- Theatrical release poster
- Sorani Kurdish: بێکەس
- Directed by: Karzan Kader
- Screenplay by: Karzan Kader
- Produced by: Sandra Harms
- Starring: Zamand Taha; Sarwar Fazil;
- Cinematography: Johan Holmqvist
- Edited by: Michal Leszczylowski; Sebastian Ringler;
- Music by: Juhana Lehtiniemi
- Production company: Sonet Film AB
- Distributed by: Falcon Films (Middle East)
- Release dates: November 9, 2012 (Stockholm International Film Festival); December 10, 2012 (Dubai International Film Festival); January 30, 2013 (GIFF); June 26, 2013 (EIFF);
- Running time: 97 minutes
- Countries: Sweden, Finland, Iraq
- Language: Kurdish
- Budget: €2 million
- Box office: $479,226

= Bekas (film) =

2012 film by Karzan Kader

Bekas (بێکەس) is a 2012 Kurdish-language comedy-drama film written and directed by Karzan Kader.
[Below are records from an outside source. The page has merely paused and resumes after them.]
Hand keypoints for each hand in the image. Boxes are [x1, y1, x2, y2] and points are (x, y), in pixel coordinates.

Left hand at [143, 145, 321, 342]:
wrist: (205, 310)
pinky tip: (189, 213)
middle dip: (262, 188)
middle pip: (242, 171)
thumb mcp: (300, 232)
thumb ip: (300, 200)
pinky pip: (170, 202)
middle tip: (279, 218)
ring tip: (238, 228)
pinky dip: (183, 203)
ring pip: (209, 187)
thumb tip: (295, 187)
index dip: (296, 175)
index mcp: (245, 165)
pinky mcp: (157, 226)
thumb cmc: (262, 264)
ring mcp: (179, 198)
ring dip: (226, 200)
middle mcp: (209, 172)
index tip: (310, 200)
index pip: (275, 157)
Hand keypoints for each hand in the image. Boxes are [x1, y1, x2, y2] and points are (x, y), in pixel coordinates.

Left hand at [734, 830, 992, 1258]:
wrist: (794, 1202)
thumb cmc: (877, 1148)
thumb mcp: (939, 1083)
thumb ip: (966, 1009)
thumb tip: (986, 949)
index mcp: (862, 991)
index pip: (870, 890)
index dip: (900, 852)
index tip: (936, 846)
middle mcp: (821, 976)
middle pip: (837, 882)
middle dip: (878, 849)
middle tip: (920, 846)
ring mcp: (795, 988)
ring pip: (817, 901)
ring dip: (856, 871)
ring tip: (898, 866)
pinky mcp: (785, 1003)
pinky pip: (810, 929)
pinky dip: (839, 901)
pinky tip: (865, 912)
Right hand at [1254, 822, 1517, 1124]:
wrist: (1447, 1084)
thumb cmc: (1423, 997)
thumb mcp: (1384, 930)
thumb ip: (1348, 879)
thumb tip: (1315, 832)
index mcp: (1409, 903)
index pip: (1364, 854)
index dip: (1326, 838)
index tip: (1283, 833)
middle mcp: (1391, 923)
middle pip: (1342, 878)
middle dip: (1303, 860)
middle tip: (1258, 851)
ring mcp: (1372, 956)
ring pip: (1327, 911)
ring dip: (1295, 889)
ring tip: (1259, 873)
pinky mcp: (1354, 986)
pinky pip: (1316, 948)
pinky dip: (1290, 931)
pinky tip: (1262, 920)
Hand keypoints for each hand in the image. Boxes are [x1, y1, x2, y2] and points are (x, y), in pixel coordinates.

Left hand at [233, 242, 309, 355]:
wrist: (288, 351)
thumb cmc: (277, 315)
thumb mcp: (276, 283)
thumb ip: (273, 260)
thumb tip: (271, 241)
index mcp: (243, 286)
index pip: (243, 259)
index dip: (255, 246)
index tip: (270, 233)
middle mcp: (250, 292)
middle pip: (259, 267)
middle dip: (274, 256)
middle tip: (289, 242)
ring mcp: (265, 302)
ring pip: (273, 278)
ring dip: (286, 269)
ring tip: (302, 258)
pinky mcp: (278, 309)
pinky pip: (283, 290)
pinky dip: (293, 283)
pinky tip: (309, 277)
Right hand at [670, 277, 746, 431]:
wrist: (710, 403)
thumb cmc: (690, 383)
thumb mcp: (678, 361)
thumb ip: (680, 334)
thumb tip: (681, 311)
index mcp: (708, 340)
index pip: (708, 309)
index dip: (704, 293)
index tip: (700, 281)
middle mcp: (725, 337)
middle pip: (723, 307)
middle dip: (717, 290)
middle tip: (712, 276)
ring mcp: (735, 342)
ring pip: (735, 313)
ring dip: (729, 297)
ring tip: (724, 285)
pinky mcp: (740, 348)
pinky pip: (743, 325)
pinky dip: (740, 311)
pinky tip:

The film stars Zamand Taha and Sarwar Fazil. Shot in Iraq, Bekas is an international co-production between Finland, Iraq and Sweden.

==Plot==
Set in the 1990s of Iraqi Kurdistan, the story follows two shoeshiner brothers named Dana (Zamand) and Zana (Sarwar) who set off to America in order to meet Superman.

==Screenings==
Bekas had its inaugural screening at the Dubai Film Festival in 2012. It was later screened at the 6th Bangalore International Film Festival in Bengaluru on December 26, 2013.

==Awards and nominations==

Bekas won a People's Choice Award and was nominated for the Muhr Arab Award at the 2012 Dubai Film Festival.